What You Should Know About Christopher Columbus

Christopher Columbus was a man with a Catholic faith that embraced eternity, and a man very much limited by his times and circumstance.

John Vanderlyn, “The Landing of Columbus,” 1847
John Vanderlyn, “The Landing of Columbus,” 1847 (photo: Public Domain)

I was taught in kindergarten that a certain man was a great hero. An episode of Alvin and the Chipmunks had even left me with the impression, for several years afterward, that he’d proven that the Earth is round. Some years later, while at the University of Michigan, I was told that that same man was a harbinger of death and destruction. The truth about him is probably something far more familiar to us all: that he was a man with very heroic qualities, as well as very real shortcomings. 

He was born the son of a weaver in the city-state of Genoa in 1451, and largely self-educated. During his youth he’d demonstrated aptitude and ambition, including skills as a promising navigator. The threat of Islamic conquest was a fact of life during his lifetime. Christendom’s borders had been receding for more than 800 years by the time he was born. Constantinople fell under Ottoman control when he was very young, thus closing the Silk Road to Christian traders. The flourishing of Christendom became the great cause for which Christopher Columbus would dedicate his ambition. 

 

The Voyage: Piety, Courage, and Ambition

It remains somewhat obscure whether Columbus grew up in a pious household (one of his brothers did become a priest), or whether faith became a priority later in his life. But pious he was. He frequently prayed the Divine Office, sang the Salve Regina, and read the Gospel of John. Most all of his written letters began with the words, “May Jesus and Mary be with us on the way.” 

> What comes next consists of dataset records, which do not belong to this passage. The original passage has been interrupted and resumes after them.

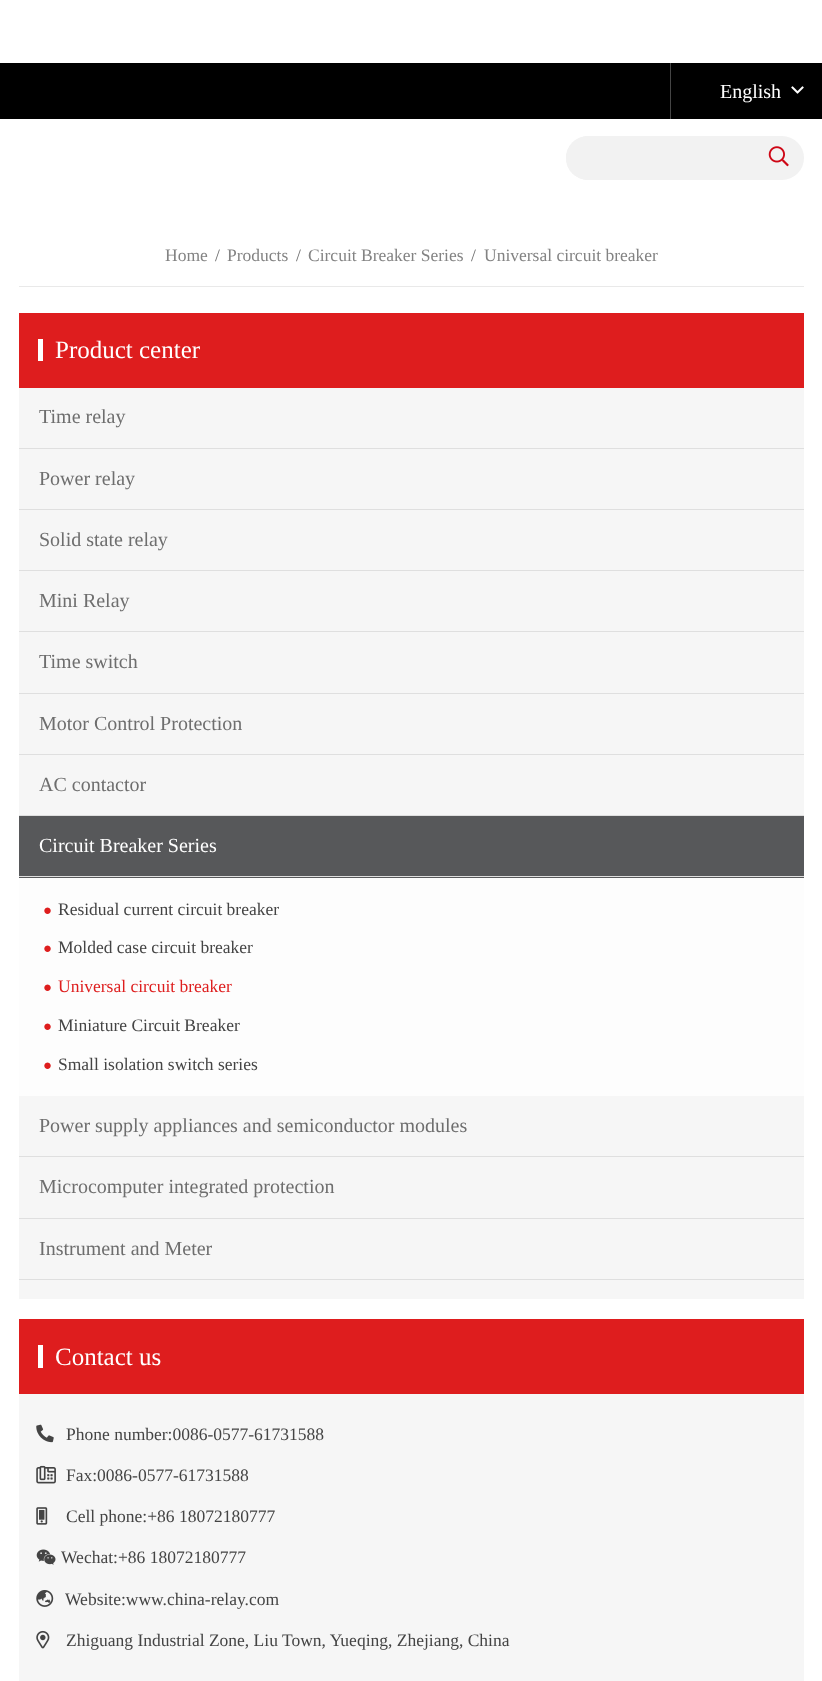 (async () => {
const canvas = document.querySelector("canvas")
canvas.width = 822
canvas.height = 1681
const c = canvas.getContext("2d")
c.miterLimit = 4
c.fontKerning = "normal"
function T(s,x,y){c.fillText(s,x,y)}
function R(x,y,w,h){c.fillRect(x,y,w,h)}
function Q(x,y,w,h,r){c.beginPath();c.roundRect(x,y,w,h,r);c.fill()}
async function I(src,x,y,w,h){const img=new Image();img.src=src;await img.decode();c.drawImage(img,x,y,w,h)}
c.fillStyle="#fff"
R(0,0,822,1681)
c.fillStyle="#000"
R(0,63,822,56)
c.fillStyle="#454545"
R(670,63,1,56)
c.font="20px Liberation Serif"
c.fillStyle="#fff"
T("English",720,98)
await I("1.png",791,86,13,8)
c.fillStyle="#f2f2f2"
Q(566,136,238,44,22)
c.beginPath()
c.roundRect(566,136,189,44,[22,0,0,22])
c.fill()
await I("2.png",768,146,21,21)
c.fillStyle="#e9e9e9"
R(19,286,785,1)
c.font="17.5px Liberation Serif"
c.fillStyle="#838383"
T("Home",165,261)
c.fillStyle="#6e6e6e"
T("/",215,261)
c.fillStyle="#838383"
T("Products",227,261)
c.fillStyle="#6e6e6e"
T("/",296,261)
c.fillStyle="#838383"
T("Circuit Breaker Series",308,261)
c.fillStyle="#6e6e6e"
T("/",471,261)
c.fillStyle="#838383"
T("Universal circuit breaker",484,261)
c.fillStyle="#f6f6f6"
R(19,388,785,1293)
c.fillStyle="#de1d1e"
R(19,313,785,75)
c.fillStyle="#fff"
R(38,339,5,22)
c.font="25px Liberation Serif"
T("Product center",55,358)
c.fillStyle="#dfdfdf"
R(19,448,785,1)
c.font="20px Liberation Serif"
c.fillStyle="#6e6e6e"
T("Time relay",39,423)
c.fillStyle="#dfdfdf"
R(19,509,785,1)
c.fillStyle="#6e6e6e"
T("Power relay",39,485)
c.fillStyle="#dfdfdf"
R(19,570,785,1)
c.fillStyle="#6e6e6e"
T("Solid state relay",39,546)
c.fillStyle="#dfdfdf"
R(19,631,785,1)
c.fillStyle="#6e6e6e"
T("Mini Relay",39,607)
c.fillStyle="#dfdfdf"
R(19,693,785,1)
c.fillStyle="#6e6e6e"
T("Time switch",39,668)
c.fillStyle="#dfdfdf"
R(19,754,785,1)
c.fillStyle="#6e6e6e"
T("Motor Control Protection",39,730)
c.fillStyle="#dfdfdf"
R(19,815,785,1)
c.fillStyle="#6e6e6e"
T("AC contactor",39,791)
c.fillStyle="#57585a"
R(19,816,785,62)
c.fillStyle="#dfdfdf"
R(19,876,785,1)
c.fillStyle="#fff"
T("Circuit Breaker Series",39,852)
c.fillStyle="#fdfdfd"
R(19,878,785,218)
c.font="15px Liberation Serif"
c.fillStyle="#de1e1e"
T("●",43,915)
c.font="17.5px Liberation Serif"
c.fillStyle="#444"
T("Residual current circuit breaker",58,915)
c.font="15px Liberation Serif"
c.fillStyle="#de1e1e"
T("●",43,953)
c.font="17.5px Liberation Serif"
c.fillStyle="#444"
T("Molded case circuit breaker",58,953)
c.font="15px Liberation Serif"
c.fillStyle="#de1e1e"
T("●",43,992)
c.font="17.5px Liberation Serif"
T("Universal circuit breaker",58,992)
c.font="15px Liberation Serif"
T("●",43,1031)
c.font="17.5px Liberation Serif"
c.fillStyle="#444"
T("Miniature Circuit Breaker",58,1031)
c.font="15px Liberation Serif"
c.fillStyle="#de1e1e"
T("●",43,1070)
c.font="17.5px Liberation Serif"
c.fillStyle="#444"
T("Small isolation switch series",58,1070)
c.fillStyle="#dfdfdf"
R(19,1156,785,1)
c.font="20px Liberation Serif"
c.fillStyle="#6e6e6e"
T("Power supply appliances and semiconductor modules",39,1132)
c.fillStyle="#dfdfdf"
R(19,1218,785,1)
c.fillStyle="#6e6e6e"
T("Microcomputer integrated protection",39,1193)
c.fillStyle="#dfdfdf"
R(19,1279,785,1)
c.fillStyle="#6e6e6e"
T("Instrument and Meter",39,1255)
c.fillStyle="#fff"
R(19,1299,785,20)
c.fillStyle="#de1d1e"
R(19,1319,785,75)
c.fillStyle="#fff"
R(38,1345,5,23)
c.font="25px Liberation Serif"
T("Contact us",55,1365)
await I("3.png",36,1424,18,19)
c.font="17.5px Liberation Serif"
c.fillStyle="#444"
T("Phone number:0086-0577-61731588",66,1440)
await I("4.png",36,1465,20,19)
T("Fax:0086-0577-61731588",66,1481)
await I("5.png",36,1507,12,18)
T("Cell phone:+86 18072180777",66,1522)
await I("6.png",36,1549,20,16)
T("Wechat:+86 18072180777",61,1563)
await I("7.png",36,1590,18,17)
T("Website:www.china-relay.com",65,1605)
await I("8.png",36,1630,14,19)
T("Zhiguang Industrial Zone, Liu Town, Yueqing, Zhejiang, China",66,1646)
})()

Father Bartolomé de las Casas, the great Dominican priest who’d earned the title “Protector of the Indians,” wrote of Columbus: “He observed the fasts of the church most faithfully, confessed and made communion often, read the Divine Office like a churchman, hated blasphemy and profane swearing, and was most devoted to Our Lady and to the seraphic father St. Francis…”

Columbus was a Third Order Franciscan, as plenty of other historical figures were. In St. Francis, G.K. Chesterton wrote: “If we imagine passing us in the street a pageant of the Third Order of St. Francis, the famous figures would surprise us more than the strange ones. For us it would be like the unmasking of some mighty secret society.”

I’m rather surprised that Dan Brown, in his eagerness to write novels about the “conspiring” societies within our Church, hasn’t jumped on this one yet. 

Brother Christopher’s close ties with the Franciscans, and his marriage to the daughter of a Portuguese noble (from 1479 until her early death), did much to secure contacts for him in the royal court. He had a plan to forgo the Silk Road and reopen the spice trade to Europe. He likewise knew better than to approach the Portuguese Crown with his plan. Doing so would have likely meant ceding leadership to a Portuguese navigator. Instead, he approached the Spanish Crown with his daring idea: to travel to the East by sailing west.  

The piety of Brother Christopher left a very strong impression upon Servant of God Queen Isabella I. He’d expressed his desire for the wealth gained to be used to fund a new Crusade to liberate the Holy Land from Muslim rule,. The year 1500 was fast approaching, after all, and he believed that the Holy Land needed to be in Christian hands before the “End Times.”

The Spanish Crown agreed to sponsor his voyage. Still, he had to wait several years. The closing years of Spain’s centuries-long reconquest were underway. The Siege of Granada finally ended Jan. 2, 1492, expelling the last outpost of Moorish rule from the Iberian Peninsula.  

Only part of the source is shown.